Bernard PerrutMonsieur le Premier ministre, quatre de vos ministres – respectivement en charge de l'agriculture, de l'environnement, de la santé et de l'économie – s'apprêtent à signer un arrêté très coercitif pour nos agriculteurs et leurs productions.
Le voici, car il existe bien, contrairement à ce que le ministre de l'agriculture a répondu la semaine dernière. S'il faut, bien sûr, des règles d'utilisation des produits phytosanitaires, votre volonté d'élargir le périmètre des zones de non-traitement n'est pas sans conséquences graves, très graves même, pour nos cultures et nos territoires ruraux. De telles mesures entraîneront inévitablement un retrait potentiel de plusieurs millions d'hectares ; un recul important de la production alimentaire française ; la suppression de milliers d'emplois agricoles ; la perte de plusieurs milliards d'euros par an de chiffre d'affaires ; des distorsions de concurrence accrues, enfin, avec les producteurs européens.
Si toutes les productions sont concernées, la situation est très préoccupante pour nos vignobles, car la délimitation de zones non traitées autour des lieux de vie conduira à un arrachage des plantations à proximité des habitations. Sans traitement contre les maladies, ces plantations ne pourront en effet survivre. Et toute nouvelle construction, mes chers collègues, fera reculer la vigne sur notre territoire. Ce sera la remise en cause de l'équilibre économique des petites exploitations, la transformation des villages et des paysages, atouts essentiels pour le tourisme.

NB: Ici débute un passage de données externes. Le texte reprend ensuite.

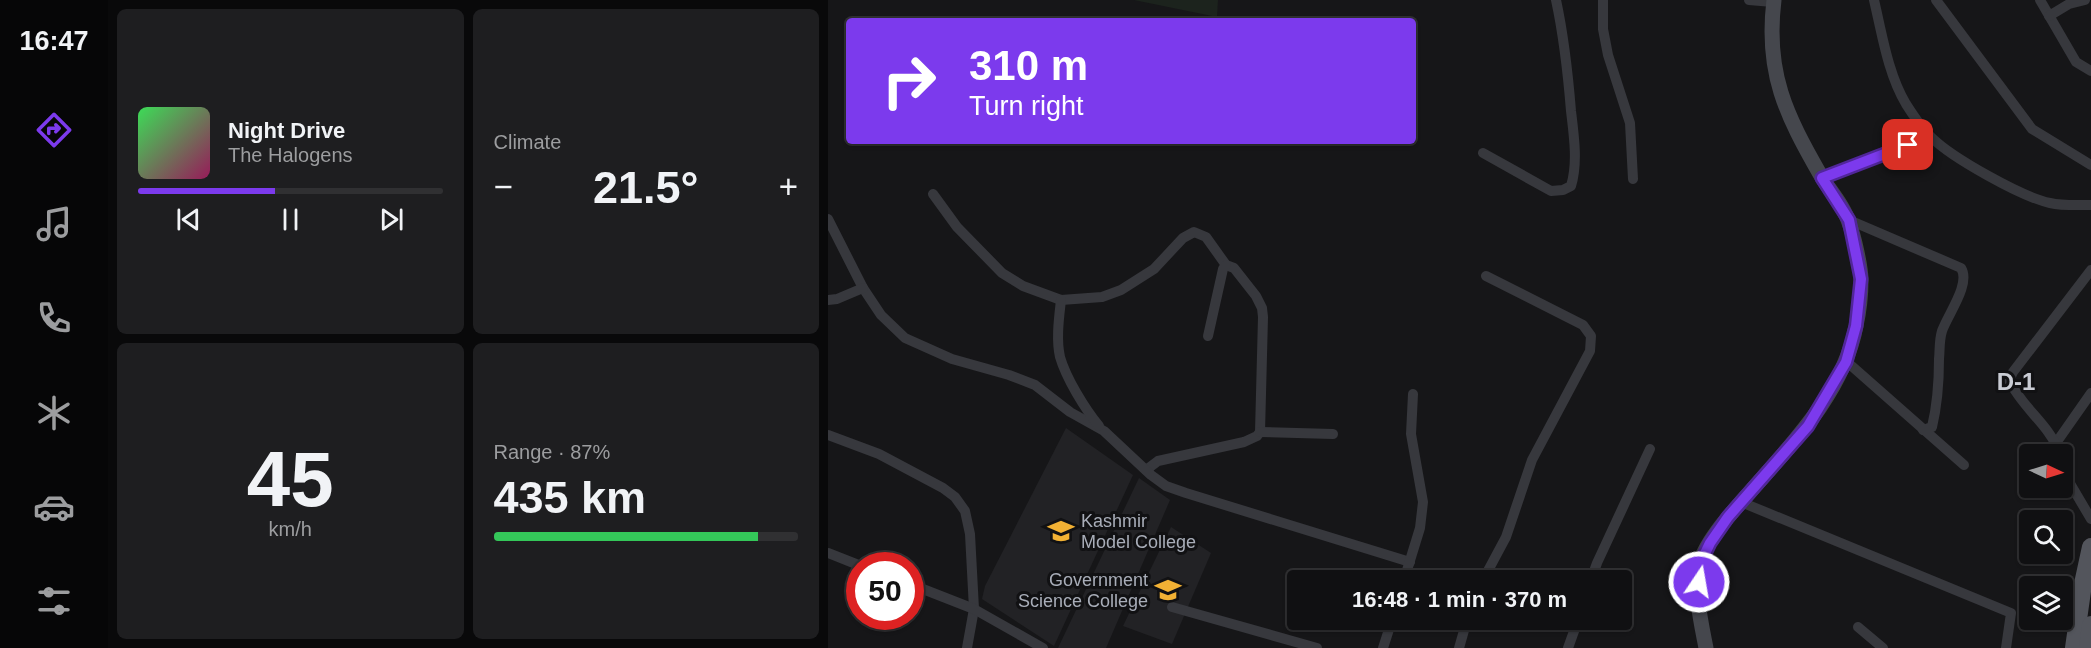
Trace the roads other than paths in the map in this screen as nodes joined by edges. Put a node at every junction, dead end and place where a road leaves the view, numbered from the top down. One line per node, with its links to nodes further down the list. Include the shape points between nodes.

Monsieur le Premier ministre, vous connaissez le sens des responsabilités, l'engagement et les pratiques des agriculteurs en faveur de l'environnement et pour préserver les populations et leur santé. Alors pourquoi engagez-vous une telle surenchère réglementaire, loin du besoin de simplification et d'allégement des contraintes ? Allez-vous écouter les agriculteurs, leur faire confiance, respecter leur travail et les rassurer cet après-midi ? Nous devons nous battre pour produire en France et consommer français.